Исторический смысл такого эксперимента, выдержанного в 50 приблизительно томах, на протяжении 35 лет, может быть только один: легкому, сглаженному языку дворянской литературы (Сумароков и его школа) Тредиаковский противопоставляет трудный язык трудного предмета, язык эрудиции, филологии и специальных знаний. Для создания такого языка он обращается к наследию старой языковой культуры XVII в., последним представителем которой он был не только в вопросах стиля. По этой же причине он не боится просторечия. Именно это, именно смесь просторечия со славянизмами и латинизмами (а не славянизмы и латинизмы сами по себе) образует главную особенность его прозы (как, впрочем, и стихов). Бытовые и простые вещи он называет ходячими тривиальными словами и не боится таким языком переводить даже ‘Римскую историю’. Примеры из XVI ее тома (1767): ‘однако Клеопатра, бывши царицею щепеткою [кокеткою]… что она издержит на страву [еду] одна десять миллионов сестерций… велела ставить на стол заедки [десерт]… не видавших никогда моря, как то жнецов, мельников и рабят, бывших почитай еще в своем отрочестве…’ Все примеры взяты из нескольких страниц главы о приготовлениях Антония и Клеопатры к борьбе с Октавианом.

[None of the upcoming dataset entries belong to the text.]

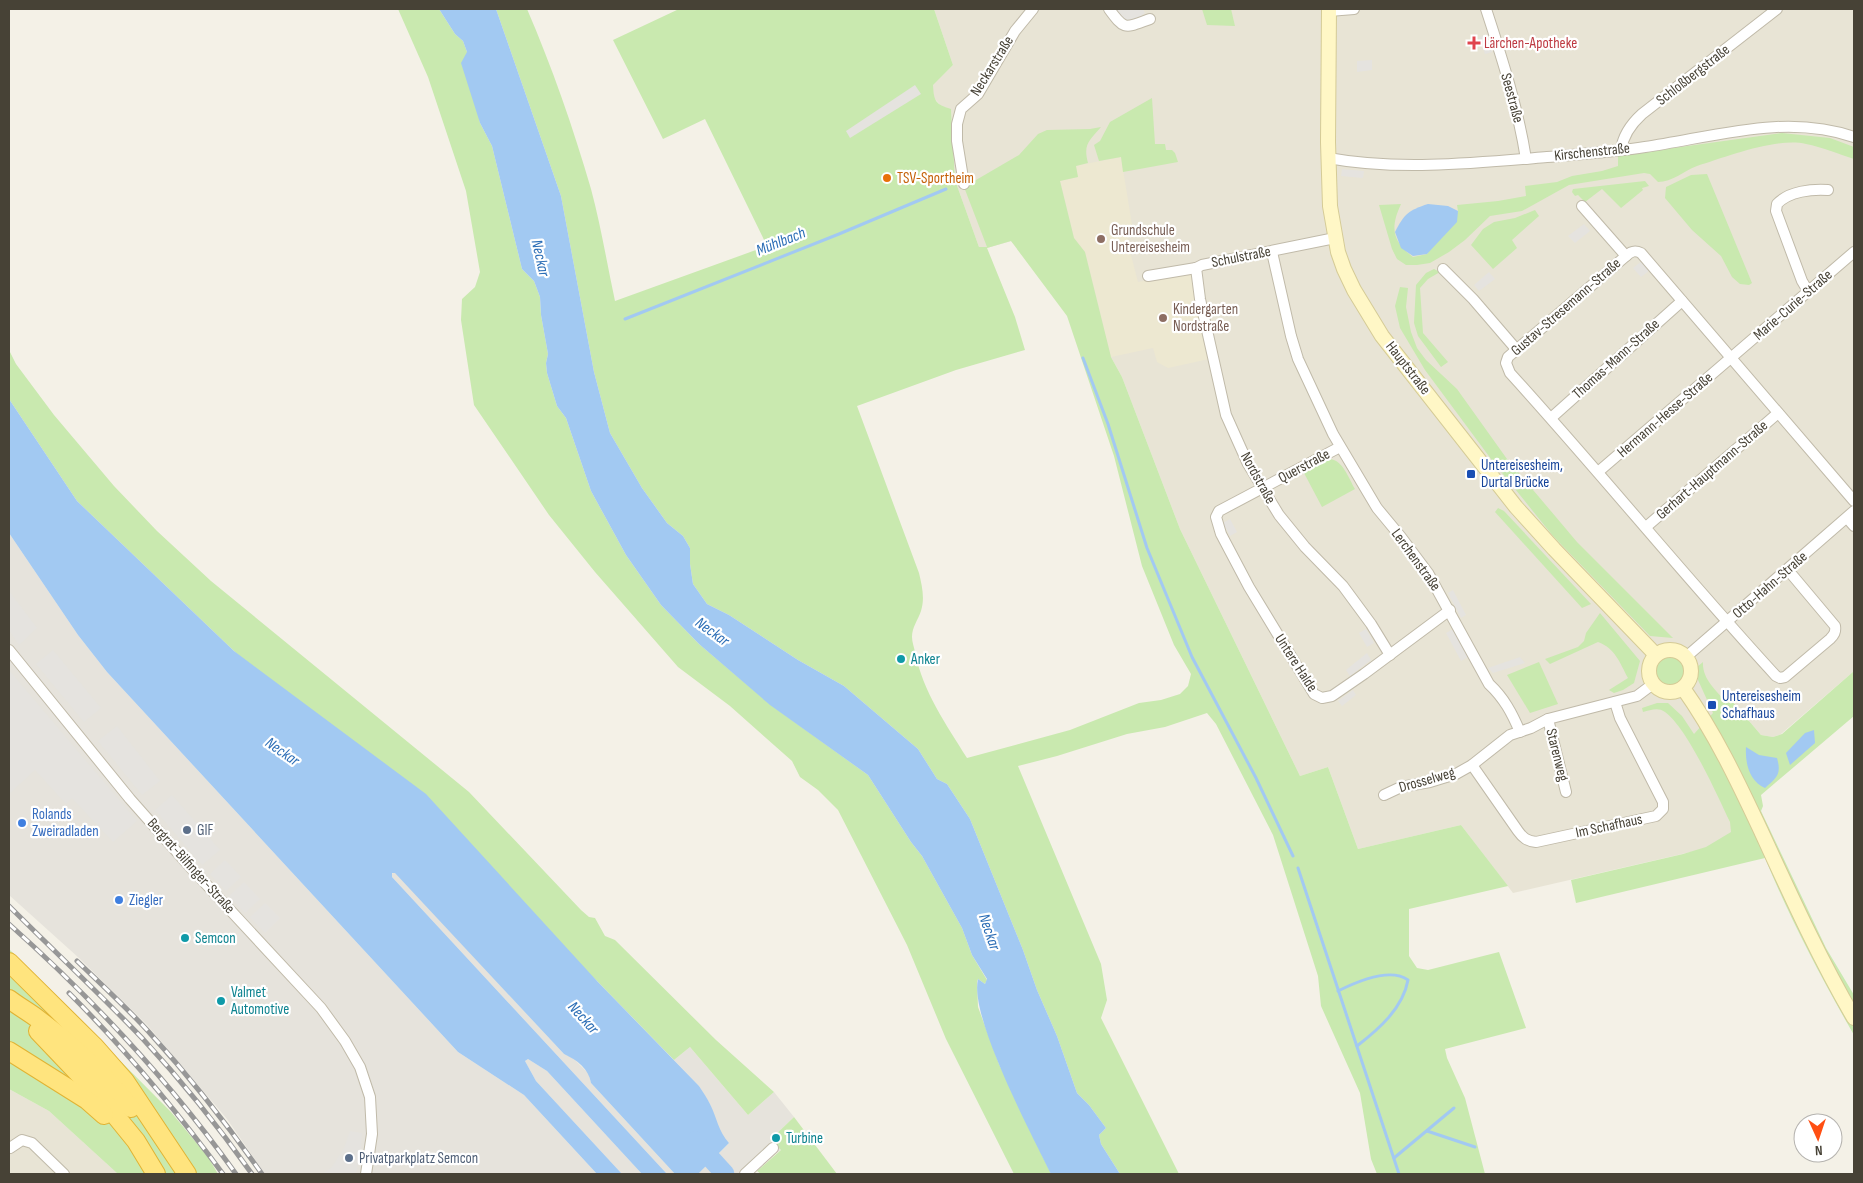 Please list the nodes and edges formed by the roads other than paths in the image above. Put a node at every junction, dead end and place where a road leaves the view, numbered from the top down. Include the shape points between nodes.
1 (1033, 9) edge
2 (1109, 9) edge
3 (1354, 9) edge
4 (1486, 9) edge
5 (1777, 9) edge
6 (1329, 10) edge
7 (1150, 19) dead end
8 (1854, 137) edge
9 (1621, 150) junction
10 (1328, 158) junction
11 (1526, 159) junction
12 (964, 184) dead end
13 (1828, 190) dead end
14 (1582, 206) dead end
15 (1335, 238) junction
16 (1272, 252) junction
17 (1854, 252) edge
18 (1626, 256) junction
19 (1196, 268) junction
20 (1443, 269) dead end
21 (1148, 276) dead end
22 (1808, 291) junction
23 (1682, 301) junction
24 (1516, 349) junction
25 (1732, 358) junction
26 (1778, 413) junction
27 (1551, 418) junction
28 (1340, 447) junction
29 (1598, 472) junction
30 (1262, 488) junction
31 (1854, 501) edge
32 (1216, 514) joint
33 (1851, 514) edge
34 (1854, 526) edge
35 (1646, 527) junction
36 (1788, 570) junction
37 (1450, 610) junction
38 (1727, 622) junction
39 (9, 650) edge
40 (1390, 655) junction
41 (1656, 655) junction
42 (1686, 657) junction
43 (1653, 684) junction
44 (1683, 688) junction
45 (1614, 702) junction
46 (1548, 718) junction
47 (1520, 732) junction
48 (1472, 765) junction
49 (1566, 792) dead end
50 (1384, 795) dead end
51 (9, 962) edge
52 (10, 1000) edge
53 (1854, 1018) edge
54 (9, 1051) edge
55 (10, 1148) dead end
56 (773, 1148) dead end
57 (153, 1170) edge
58 (64, 1174) edge
59 (177, 1174) edge
60 (187, 1174) edge
61 (366, 1174) edge
62 (745, 1174) edge

1 - 12 street, Neckarstraße via 1011,37 978,94 961,109 957,141
2 - 7 street via 1124,26
3 - 6 street
4 - 11 street, Seestraße via 1509,84
5 - 9 street, Schloßbergstraße via 1632,123
6 - 10 main road, Hauptstraße
8 - 9 street, Kirschenstraße via 1798,125 1712,134
9 - 11 street, Kirschenstraße
10 - 11 street, Kirschenstraße via 1390,164
10 - 15 main road, Hauptstraße
13 - 22 street via 1810,190 1776,204
14 - 18 street
15 - 16 street, Schulstraße
15 - 41 main road, Hauptstraße via 1344,270 1382,336 1516,507
16 - 19 street, Schulstraße
16 - 28 street, Lerchenstraße via 1298,359
17 - 22 street, Marie-Curie-Straße
18 - 23 street, Gustav-Stresemann-Straße via 1632,251 1642,253
18 - 24 street, Gustav-Stresemann-Straße
19 - 21 street, Schulstraße
19 - 30 street, Nordstraße via 1226,415
20 - 24 street
22 - 25 street, Marie-Curie-Straße
23 - 25 street, Gustav-Stresemann-Straße
23 - 27 street, Thomas-Mann-Straße
24 - 27 street, Gustav-Stresemann-Straße via 1508,357 1510,373
25 - 26 street, Gustav-Stresemann-Straße
25 - 29 street, Hermann-Hesse-Straße
26 - 31 street, Gustav-Stresemann-Straße
26 - 35 street, Gerhart-Hauptmann-Straße
27 - 29 street, Gustav-Stresemann-Straße
28 - 30 street, Querstraße
28 - 37 street, Lerchenstraße via 1369,496 1428,572
29 - 35 street, Gustav-Stresemann-Straße
30 - 32 street, Querstraße
30 - 40 street, Nordstraße via 1279,516 1343,586
32 - 40 street, Untere Halde via 1221,534 1249,587 1314,694 1322,698 1332,696
33 - 34 street
33 - 36 street, Otto-Hahn-Straße
35 - 38 street, Gustav-Stresemann-Straße
36 - 38 street, Otto-Hahn-Straße
36 - 38 street, Gustav-Stresemann-Straße via 1835,626 1830,639 1780,678
37 - 40 street, Untere Halde
37 - 47 street, Lerchenstraße via 1489,684 1508,705
38 - 42 street, Otto-Hahn-Straße
39 - 61 street, Bergrat-Bilfinger-Straße via 130,798 321,1008 345,1041 360,1067 370,1097 372,1134
41 - 42 main road via 1668,650
41 - 43 main road via 1648,670
42 - 44 main road via 1691,676
43 - 44 main road via 1666,692
43 - 45 street via 1637,696
44 - 53 main road via 1710,728 1736,777 1823,963
45 - 46 street
45 - 48 street, Im Schafhaus via 1663,802 1663,808 1656,816 1529,841 1523,838
46 - 47 street
46 - 49 street, Starenweg
47 - 48 street, Drosselweg via 1510,735
48 - 50 street, Drosselweg via 1456,774 1401,787
51 - 60 highway via 125,1081
52 - 57 highway via 97,1093 136,1141
52 - 59 highway via 37,1018 99,1071 140,1120
54 - 57 highway via 87,1100 111,1121
55 - 58 street via 22,1140 32,1143
56 - 62 street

Сестерции и ‘страва’, Клеопатра и ‘заедки’, Антоний и ‘рабята’! Очевидно, это принцип, это своя стилистическая норма. Проза Тредиаковского развивает до крайних последствий социальный диалект священнически-школьной среды, которая была главной основой литературы XVII в.
Из всего сказанного понятно, что Тредиаковский сам создал свою необыкновенную литературную и социальную судьбу. Пушкин в конспекте статьи 1834 г. совершенно правильно говорит: ‘Почтенное борение Тредиаковского. Он побежден. Сумароков’. Действительно, смирившись как общественный деятель и отказавшись из-за неравенства сил от боевого просветительства, Тредиаковский не отказался от своих взглядов на задачи русской литературы. Здесь он остался самим собой. Он хотел культуры не дворянски облегченной, а серьезной и трудной, но он исходил из литературной культуры XVII в. и, минуя дело своих современников, развивал именно ее, эту старую школьную культуру, до уровня филологии и ученой поэзии. Странным образом, правота и историческая неправота смешались в избранном им направлении. Правильное оправдал позднее Радищев и, под влиянием Радищева, Пушкин. Но современники боролись и против правильного и неправильного заодно. Литературное одиночество Тредиаковского объясняется и тем, что он не понял Ломоносова, а заодно тем, что Сумароков и его ученики не поняли его, Тредиаковского.